Excerpts from a dataset

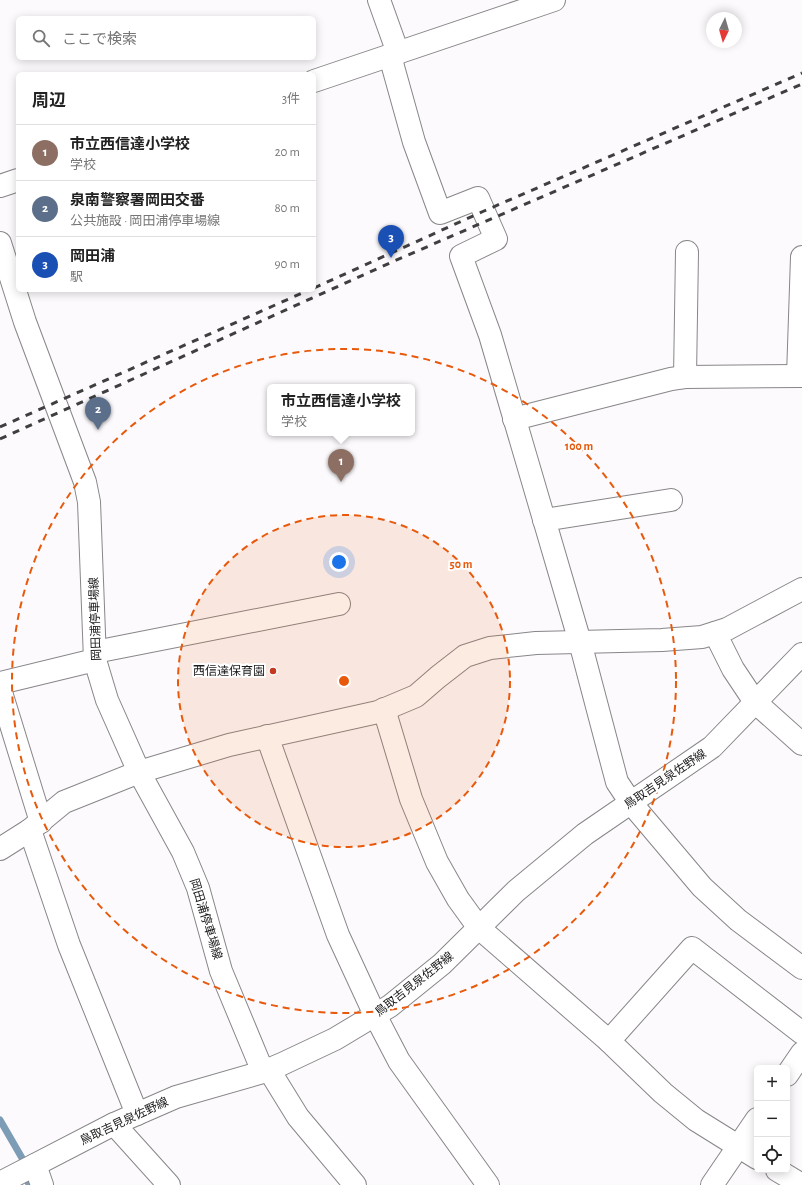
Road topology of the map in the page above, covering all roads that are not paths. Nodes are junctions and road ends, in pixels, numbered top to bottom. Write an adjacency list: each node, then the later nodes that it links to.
1 (378, 0): 3 (street)
2 (554, 0): 3 (street)
3 (394, 55): 4 (street); 12 (street)
4 (316, 80)
5 (16, 181): 6 (street)
6 (0, 186)
7 (0, 243): 20 (street, 岡田浦停車場線)
8 (687, 252): 11 (street)
9 (802, 257): 10 (street)
10 (800, 376): 11 (street)
11 (685, 377): 12 (street)
12 (514, 419): 14 (street)
13 (671, 500): 14 (street)
14 (544, 520): 18 (street)
15 (802, 590): 17 (street)
16 (339, 604): 20 (street)
17 (715, 633): 18 (street); 23 (street)
18 (580, 642): 24 (street); 28 (street)
19 (802, 654): 23 (street, 鳥取吉見泉佐野線)
20 (95, 656): 21 (street); 27 (street, 岡田浦停車場線)
21 (0, 683)
22 (0, 689): 29 (street)
23 (755, 702): 26 (street); 28 (street, 鳥取吉見泉佐野線)
24 (384, 710): 25 (street); 31 (street)
25 (267, 736): 27 (street); 33 (street)
26 (802, 744)
27 (139, 772): 29 (street); 38 (street, 岡田浦停車場線)
28 (631, 803): 31 (street, 鳥取吉見泉佐野線); 32 (street)
29 (36, 826): 30 (street); 39 (street)
30 (0, 848)
31 (479, 928): 33 (street, 鳥取吉見泉佐野線); 35 (street)
32 (802, 968)
33 (375, 1015): 38 (street, 鳥取吉見泉佐野線); 48 (street)
34 (802, 1033): 35 (street)
35 (609, 1041): 42 (street)
36 (802, 1052): 37 (street)
37 (790, 1070)
38 (266, 1071): 39 (street, 鳥取吉見泉佐野線); 47 (street, 岡田浦停車場線)
39 (136, 1114): 41 (street, 鳥取吉見泉佐野線)
40 (754, 1123): 42 (street)
41 (114, 1124): 45 (street, 鳥取吉見泉佐野線); 46 (street)
42 (738, 1146): 43 (street); 49 (street)
43 (754, 1156)
44 (782, 1173): 50 (street)
45 (24, 1176)
46 (169, 1185)
47 (355, 1185)
48 (488, 1185)
49 (712, 1185)
50 (802, 1185)

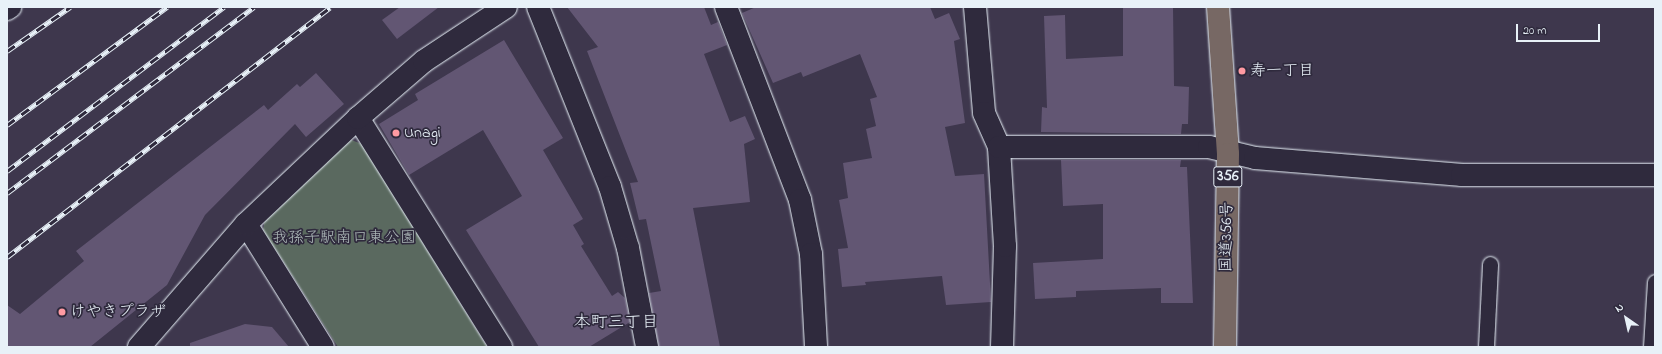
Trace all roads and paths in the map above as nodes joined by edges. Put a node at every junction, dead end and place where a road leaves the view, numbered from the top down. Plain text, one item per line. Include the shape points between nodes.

**Directions for this task**
Without including any picture, repeat the data exactly.

**Written solution**
Road topology of the map in the page above, covering all roads that are not paths. Nodes are junctions and road ends, in pixels, numbered top to bottom. Write an adjacency list: each node, then the later nodes that it links to.
1 (378, 0): 3 (street)
2 (554, 0): 3 (street)
3 (394, 55): 4 (street); 12 (street)
4 (316, 80)
5 (16, 181): 6 (street)
6 (0, 186)
7 (0, 243): 20 (street, 岡田浦停車場線)
8 (687, 252): 11 (street)
9 (802, 257): 10 (street)
10 (800, 376): 11 (street)
11 (685, 377): 12 (street)
12 (514, 419): 14 (street)
13 (671, 500): 14 (street)
14 (544, 520): 18 (street)
15 (802, 590): 17 (street)
16 (339, 604): 20 (street)
17 (715, 633): 18 (street); 23 (street)
18 (580, 642): 24 (street); 28 (street)
19 (802, 654): 23 (street, 鳥取吉見泉佐野線)
20 (95, 656): 21 (street); 27 (street, 岡田浦停車場線)
21 (0, 683)
22 (0, 689): 29 (street)
23 (755, 702): 26 (street); 28 (street, 鳥取吉見泉佐野線)
24 (384, 710): 25 (street); 31 (street)
25 (267, 736): 27 (street); 33 (street)
26 (802, 744)
27 (139, 772): 29 (street); 38 (street, 岡田浦停車場線)
28 (631, 803): 31 (street, 鳥取吉見泉佐野線); 32 (street)
29 (36, 826): 30 (street); 39 (street)
30 (0, 848)
31 (479, 928): 33 (street, 鳥取吉見泉佐野線); 35 (street)
32 (802, 968)
33 (375, 1015): 38 (street, 鳥取吉見泉佐野線); 48 (street)
34 (802, 1033): 35 (street)
35 (609, 1041): 42 (street)
36 (802, 1052): 37 (street)
37 (790, 1070)
38 (266, 1071): 39 (street, 鳥取吉見泉佐野線); 47 (street, 岡田浦停車場線)
39 (136, 1114): 41 (street, 鳥取吉見泉佐野線)
40 (754, 1123): 42 (street)
41 (114, 1124): 45 (street, 鳥取吉見泉佐野線); 46 (street)
42 (738, 1146): 43 (street); 49 (street)
43 (754, 1156)
44 (782, 1173): 50 (street)
45 (24, 1176)
46 (169, 1185)
47 (355, 1185)
48 (488, 1185)
49 (712, 1185)
50 (802, 1185)

Trace all roads and paths in the map above as nodes joined by edges. Put a node at every junction, dead end and place where a road leaves the view, numbered from the top down. Plain text, one item per line. Include the shape points between nodes.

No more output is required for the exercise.